3- Une Pensée qui se refuse à la réflexion.

  C’est pourquoi, l’opinion est, par ailleurs, une pensée qui ne se pense pas et pas seulement une pensée à laquelle la réflexion fait défaut.  L’opinion se refuse à la réflexion. Elle tient à distance les contradictions en neutralisant l’affirmation stricte. Tout se passe comme si elle avait le pressentiment des paradoxes qui découlent de toute affirmation soutenue avec rigueur. Tout se passe comme si le « doxal » cherchait désespérément à se maintenir à l’écart du paradoxal. Cependant, l’opinion est hantée par sa dialectique et elle se fuit en avant, refusant de penser ce qu’elle pense et ce qu’elle ne « pense pas », préférant ne pas penser à ce qui se passerait si elle se mettait à penser ce qui lui semble impensable. L’opinion est un scepticisme doublé d’un dogmatisme en somme. C’est un dogmatisme sceptique, si on ose dire ; mais bien plus dogmatique que sceptique dans le champ des connaissances communes comme la politique ou les jugements sur autrui, voire les êtres humains différents de soi, qui sont, d’emblée, caricaturés par la pesanteur des cultures. D’où la nécessité pour tous les Humains de s’affranchir de l’empire de l’opinion, culturelle notamment.

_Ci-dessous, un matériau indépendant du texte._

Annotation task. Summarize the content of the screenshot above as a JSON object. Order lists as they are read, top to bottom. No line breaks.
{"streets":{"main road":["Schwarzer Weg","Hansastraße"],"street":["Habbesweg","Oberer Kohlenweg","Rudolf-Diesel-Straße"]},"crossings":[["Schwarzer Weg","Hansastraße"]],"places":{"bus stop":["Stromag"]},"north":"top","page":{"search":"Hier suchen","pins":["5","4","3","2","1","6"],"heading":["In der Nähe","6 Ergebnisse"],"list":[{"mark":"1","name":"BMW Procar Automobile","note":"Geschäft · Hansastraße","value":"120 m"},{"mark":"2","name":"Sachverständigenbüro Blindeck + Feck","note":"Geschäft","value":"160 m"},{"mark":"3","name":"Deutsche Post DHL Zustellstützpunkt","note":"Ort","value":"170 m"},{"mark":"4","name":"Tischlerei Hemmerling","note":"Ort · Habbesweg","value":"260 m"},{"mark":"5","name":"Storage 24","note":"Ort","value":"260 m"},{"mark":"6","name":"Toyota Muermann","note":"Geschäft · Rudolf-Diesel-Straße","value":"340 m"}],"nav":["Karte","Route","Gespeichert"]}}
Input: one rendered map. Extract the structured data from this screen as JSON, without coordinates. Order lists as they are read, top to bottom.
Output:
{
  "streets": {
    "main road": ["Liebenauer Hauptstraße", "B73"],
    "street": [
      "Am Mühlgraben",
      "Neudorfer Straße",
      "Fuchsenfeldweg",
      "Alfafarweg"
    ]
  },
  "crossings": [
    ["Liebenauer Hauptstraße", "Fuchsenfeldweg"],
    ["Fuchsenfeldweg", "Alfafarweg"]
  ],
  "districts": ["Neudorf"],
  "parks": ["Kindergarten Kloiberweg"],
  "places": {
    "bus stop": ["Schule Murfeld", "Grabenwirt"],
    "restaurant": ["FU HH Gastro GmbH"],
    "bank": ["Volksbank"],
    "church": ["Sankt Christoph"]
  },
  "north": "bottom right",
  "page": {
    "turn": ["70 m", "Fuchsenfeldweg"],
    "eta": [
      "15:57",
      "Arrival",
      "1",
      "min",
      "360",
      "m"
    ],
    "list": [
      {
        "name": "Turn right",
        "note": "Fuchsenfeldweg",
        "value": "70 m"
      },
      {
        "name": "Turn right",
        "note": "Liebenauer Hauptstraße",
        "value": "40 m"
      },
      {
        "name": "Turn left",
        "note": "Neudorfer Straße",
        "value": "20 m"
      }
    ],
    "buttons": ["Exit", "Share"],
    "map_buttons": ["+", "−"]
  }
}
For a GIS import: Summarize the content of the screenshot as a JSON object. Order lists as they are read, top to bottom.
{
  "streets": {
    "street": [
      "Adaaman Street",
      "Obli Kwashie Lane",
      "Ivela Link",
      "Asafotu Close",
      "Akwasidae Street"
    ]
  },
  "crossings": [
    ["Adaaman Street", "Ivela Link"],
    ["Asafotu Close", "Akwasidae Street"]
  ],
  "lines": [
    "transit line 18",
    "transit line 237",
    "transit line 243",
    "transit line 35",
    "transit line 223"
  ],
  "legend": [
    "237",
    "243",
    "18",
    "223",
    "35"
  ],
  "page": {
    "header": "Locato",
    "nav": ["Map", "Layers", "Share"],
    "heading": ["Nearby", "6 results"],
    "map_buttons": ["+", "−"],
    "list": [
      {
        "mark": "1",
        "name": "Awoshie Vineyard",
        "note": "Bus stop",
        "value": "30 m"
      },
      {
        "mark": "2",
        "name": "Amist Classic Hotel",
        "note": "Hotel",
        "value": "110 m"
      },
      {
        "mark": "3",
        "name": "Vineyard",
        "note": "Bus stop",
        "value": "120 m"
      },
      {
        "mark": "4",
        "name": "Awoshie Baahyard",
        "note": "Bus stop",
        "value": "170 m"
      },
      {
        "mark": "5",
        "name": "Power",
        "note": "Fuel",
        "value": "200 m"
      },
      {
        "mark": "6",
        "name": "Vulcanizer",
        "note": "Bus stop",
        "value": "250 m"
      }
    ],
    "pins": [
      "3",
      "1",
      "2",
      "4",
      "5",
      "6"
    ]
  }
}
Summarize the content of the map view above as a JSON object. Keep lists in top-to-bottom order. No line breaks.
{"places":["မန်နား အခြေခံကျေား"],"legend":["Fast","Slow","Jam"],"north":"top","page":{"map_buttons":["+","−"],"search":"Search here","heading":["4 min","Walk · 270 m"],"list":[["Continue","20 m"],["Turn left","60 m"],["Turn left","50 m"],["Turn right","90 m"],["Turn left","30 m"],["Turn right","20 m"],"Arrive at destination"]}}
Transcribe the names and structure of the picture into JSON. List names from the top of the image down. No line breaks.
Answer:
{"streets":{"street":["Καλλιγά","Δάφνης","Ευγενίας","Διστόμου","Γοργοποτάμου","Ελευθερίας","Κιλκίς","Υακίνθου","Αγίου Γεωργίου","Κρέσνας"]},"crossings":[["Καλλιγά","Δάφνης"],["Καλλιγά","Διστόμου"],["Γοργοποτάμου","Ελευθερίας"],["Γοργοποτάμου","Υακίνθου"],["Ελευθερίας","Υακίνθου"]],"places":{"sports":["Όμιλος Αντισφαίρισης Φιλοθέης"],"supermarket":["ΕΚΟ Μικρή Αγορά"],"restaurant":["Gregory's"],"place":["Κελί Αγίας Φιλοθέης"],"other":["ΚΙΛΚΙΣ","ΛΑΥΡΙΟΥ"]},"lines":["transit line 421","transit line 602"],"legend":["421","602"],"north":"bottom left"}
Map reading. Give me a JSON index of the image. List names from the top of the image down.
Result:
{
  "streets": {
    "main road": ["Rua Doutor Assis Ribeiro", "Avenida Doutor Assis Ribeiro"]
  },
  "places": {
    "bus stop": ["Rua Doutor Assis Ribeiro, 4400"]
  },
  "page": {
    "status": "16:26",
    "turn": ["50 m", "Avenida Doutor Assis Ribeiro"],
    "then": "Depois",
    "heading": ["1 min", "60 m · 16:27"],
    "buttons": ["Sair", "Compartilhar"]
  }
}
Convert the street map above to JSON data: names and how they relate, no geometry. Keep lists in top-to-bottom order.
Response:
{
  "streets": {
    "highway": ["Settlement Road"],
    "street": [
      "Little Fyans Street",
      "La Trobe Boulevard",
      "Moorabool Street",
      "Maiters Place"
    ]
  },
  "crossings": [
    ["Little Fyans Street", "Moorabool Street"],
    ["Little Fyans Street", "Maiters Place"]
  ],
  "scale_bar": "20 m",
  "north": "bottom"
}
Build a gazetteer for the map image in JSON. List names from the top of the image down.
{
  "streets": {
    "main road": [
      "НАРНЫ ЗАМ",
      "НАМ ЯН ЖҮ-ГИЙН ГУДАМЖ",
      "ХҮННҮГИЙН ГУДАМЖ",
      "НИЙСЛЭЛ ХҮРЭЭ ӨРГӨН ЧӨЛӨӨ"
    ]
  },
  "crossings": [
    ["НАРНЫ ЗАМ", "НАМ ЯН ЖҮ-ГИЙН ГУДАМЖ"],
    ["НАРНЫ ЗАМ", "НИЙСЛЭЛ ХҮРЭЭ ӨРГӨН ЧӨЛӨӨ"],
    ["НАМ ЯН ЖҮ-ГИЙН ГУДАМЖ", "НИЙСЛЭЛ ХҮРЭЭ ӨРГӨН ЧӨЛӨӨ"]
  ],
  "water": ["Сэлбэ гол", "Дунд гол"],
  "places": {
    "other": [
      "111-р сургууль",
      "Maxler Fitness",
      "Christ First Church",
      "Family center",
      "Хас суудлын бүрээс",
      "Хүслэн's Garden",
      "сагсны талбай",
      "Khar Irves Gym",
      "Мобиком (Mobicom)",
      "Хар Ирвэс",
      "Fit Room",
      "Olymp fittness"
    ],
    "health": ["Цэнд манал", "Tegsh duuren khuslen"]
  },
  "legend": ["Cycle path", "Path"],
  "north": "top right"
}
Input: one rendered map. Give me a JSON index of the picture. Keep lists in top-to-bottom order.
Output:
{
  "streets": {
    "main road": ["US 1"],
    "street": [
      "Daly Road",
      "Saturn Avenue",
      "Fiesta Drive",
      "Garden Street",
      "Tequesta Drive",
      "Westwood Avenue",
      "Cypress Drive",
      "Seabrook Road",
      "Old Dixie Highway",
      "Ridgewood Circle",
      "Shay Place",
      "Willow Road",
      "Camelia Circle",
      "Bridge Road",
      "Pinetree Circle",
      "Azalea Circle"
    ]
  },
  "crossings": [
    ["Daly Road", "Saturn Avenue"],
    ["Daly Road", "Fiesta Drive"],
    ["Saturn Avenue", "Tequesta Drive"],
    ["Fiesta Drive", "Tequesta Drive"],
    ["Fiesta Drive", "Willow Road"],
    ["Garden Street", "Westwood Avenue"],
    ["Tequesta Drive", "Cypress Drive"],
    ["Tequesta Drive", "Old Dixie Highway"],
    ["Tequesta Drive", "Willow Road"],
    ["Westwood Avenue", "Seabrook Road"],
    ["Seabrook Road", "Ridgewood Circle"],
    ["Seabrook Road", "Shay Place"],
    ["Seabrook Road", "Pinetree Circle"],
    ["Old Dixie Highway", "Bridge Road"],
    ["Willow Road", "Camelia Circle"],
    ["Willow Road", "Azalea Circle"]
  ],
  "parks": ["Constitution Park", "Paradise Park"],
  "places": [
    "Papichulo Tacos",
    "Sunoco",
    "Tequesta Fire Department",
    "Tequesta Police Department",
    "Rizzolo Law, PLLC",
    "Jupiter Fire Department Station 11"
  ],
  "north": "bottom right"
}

 C’est un système qui est à la fois très éloigné et très proche de la philosophie qui, quant à elle, se développe en affrontant ses « impenses (explicitation et clarification et son impensable (dialectisation). L’opinion considère normalement la philosophie comme une soeur et une alliée. C’est sans doute la raison pour laquelle elle supporte mal que celle‑ci l’attaque et la récuse en la sommant de passer de la conception spontanée à la conceptualisation maîtrisée.

Pensée conceptuelle et lumière de la perception ou de la vision des phénomènes

II- L’exigence de rationalité

1- La pensée maîtrisée

 Même si tous les professeurs de philosophie (enseignement secondaire et universitaire) ne parviennent pas toujours à se libérer du poids de leurs opinions, malgré leur niveau d’études universitaires, leur statut d’êtres humains même éclairés par les pensée rationnelle les plonge souvent dans les ténèbres de la pensée commune et de ses préjugés sans nombre. Il n’en demeure pas moins que  la philosophie partage avec les sciences ce que l’on pourrait nommer. « l’exigence rationnelle ». Cette exigence est celle d’une pensée maîtrisée bien distincte d’une pensée aliénée, comme l’opinion si, toutefois, on peut l’appeler « pensée. Une pensée maîtrisée est une pensée qui n’obéit qu’aux principes formels de la logique et aux ordres et aux méthodes de la recherche du vrai. C’est une pensée qui se conçoit elle-même, trouve ses ressources et ses normes dans son propre développement critique. Pensée libre, autonome, désintéressée par opposition à la pensée ordinaire qui est, quant à elle, non seulement liée mais assujettie à la vie sociale et à ses normes. L’exigence rationnelle est de pouvoir comprendre la réalité en s’ affranchissant des servitudes qui pèsent sur les pensées ordinaires. Ainsi est-on conduit à voir dans la pensée rationnelle le tout de la pensée puisque penser signifie comprendre ce qui est et ce qui doit être au moment où leur contradiction touche à l’unité. Seule une pensée libre de ses normes est à la hauteur d’une telle tâche.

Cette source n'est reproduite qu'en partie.